Email Marketing: Reputation is Everything

Posted by Scott Cohen On January 10, 2011 in story time I 0 Comments

In case you have missed the news, I will be officially joining Inbox Group in a little over a week (on January 17th) as Vice President of Managed Services. I’m really excited about the opportunity to work with you, our fantastic clients!

In the meantime, I have been tying up loose ends at my current job, including handing off my email responsibilities. As part of this transition, I put together a document on email deliverability basics and some tips on how to build what is most important in email marketing: Sender Reputation. I thought I’d pass along some of that information to you!
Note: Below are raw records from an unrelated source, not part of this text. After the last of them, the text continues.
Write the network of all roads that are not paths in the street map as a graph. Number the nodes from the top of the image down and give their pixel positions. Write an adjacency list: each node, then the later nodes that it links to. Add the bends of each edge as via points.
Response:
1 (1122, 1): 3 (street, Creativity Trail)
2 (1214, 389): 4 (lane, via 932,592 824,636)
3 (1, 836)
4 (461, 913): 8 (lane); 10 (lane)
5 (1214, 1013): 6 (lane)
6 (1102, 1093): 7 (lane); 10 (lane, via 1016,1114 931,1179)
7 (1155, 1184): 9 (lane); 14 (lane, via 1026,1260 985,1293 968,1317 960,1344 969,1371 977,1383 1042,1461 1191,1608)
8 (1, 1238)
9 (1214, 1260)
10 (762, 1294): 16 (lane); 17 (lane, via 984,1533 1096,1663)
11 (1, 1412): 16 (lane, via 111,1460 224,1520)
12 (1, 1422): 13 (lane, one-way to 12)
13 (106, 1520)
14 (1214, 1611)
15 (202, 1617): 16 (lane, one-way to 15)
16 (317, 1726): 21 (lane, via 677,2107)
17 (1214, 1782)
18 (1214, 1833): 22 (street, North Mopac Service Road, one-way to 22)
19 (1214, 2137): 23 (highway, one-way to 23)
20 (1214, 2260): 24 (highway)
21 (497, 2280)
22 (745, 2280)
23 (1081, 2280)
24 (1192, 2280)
As in life, building a reputation as a solid sender (or citizen) is crucial to success (in most cases). And, naturally, building a solid reputation requires time, hard work, and close attention to details. Here are some basics to understand about email deliverability and how your sender reputation can affect it:

  • Every email you send can affect your reputation negatively or positively.
  • You are not in control of whether your message reaches the inbox. The ISP (Hotmail, Yahoo, Gmail, etc.) is – with some help from your intended recipients.
  • Every ISP, to an extent, has their own definition of who is a “reputable” sender as well as what constitutes a “good” message.

There are many ways you can positively change and nurture your sender reputation. Here are a few:

  1. Grow Your List Organically.This is the most important thing you can do: Make sure your list is filled only with people who have specifically requested (opted in) to receive your emails. Permission is powerful and necessary for a solid reputation. And one more thing: DO NOT BUY EMAIL LISTS. You cannot buy or sell permission.
  2. Keep a Clean List.There are several ways you can perform what is called “list hygiene.” Managing bounces (such as correcting bad email addresses or unsubscribing those records), getting rid of inactive records, surveying your subscribers, and creating a preference center are a few examples.
  3. Unsubscribe Those Who Mark You As Spam.Spam complaints are inevitable. Get on the ISPs’ feedback loops to learn about who is marking you as spam. Some will allow you to know the email address of the person who complained. Armed with that information, you can hopefully avoid multiple spam complaints from the same person.Note: Brand new subscribers and older, inactive subscribers are most likely to complain.
  4. Ask Your Subscribers to Add You as a “Safe Sender”Most ISPs offer some semblance of what I like to call “User-level Whitelisting” to their customers. When folks mark you as “Safe,” it helps your reputation.
  5. Send Relevant Messages.If your messages are relevant, your subscribers are more likely to engage with them and less likely to complain (we hope). Engagement data is not a huge factor in reputation, but you’re less likely to get negative feedback on messages that matter to your subscribers.

Perhaps the most important thing you can do is:

Respect the Unsubscribe!

I’ve preached quite a bit about respecting your subscribers, but respecting those who don’t want your messages anymore is of equal importance.

Yes, the U.S. CAN-SPAM law gives you 10 business days to successfully remove someone who has opted out, but today, the expectation is immediate. Also, give your opt-outs some confirmation that they have been removed from your list.

There is some debate over method, but my recommendation is a robust landing page instead of a confirmation email. In my mind, a confirmation email – while for some people might be assuring – goes against the intent of the unsubscribe.

So, there you have it. It all boils down to the three R’s of email marketing: Respect, Relevance, and Recognition.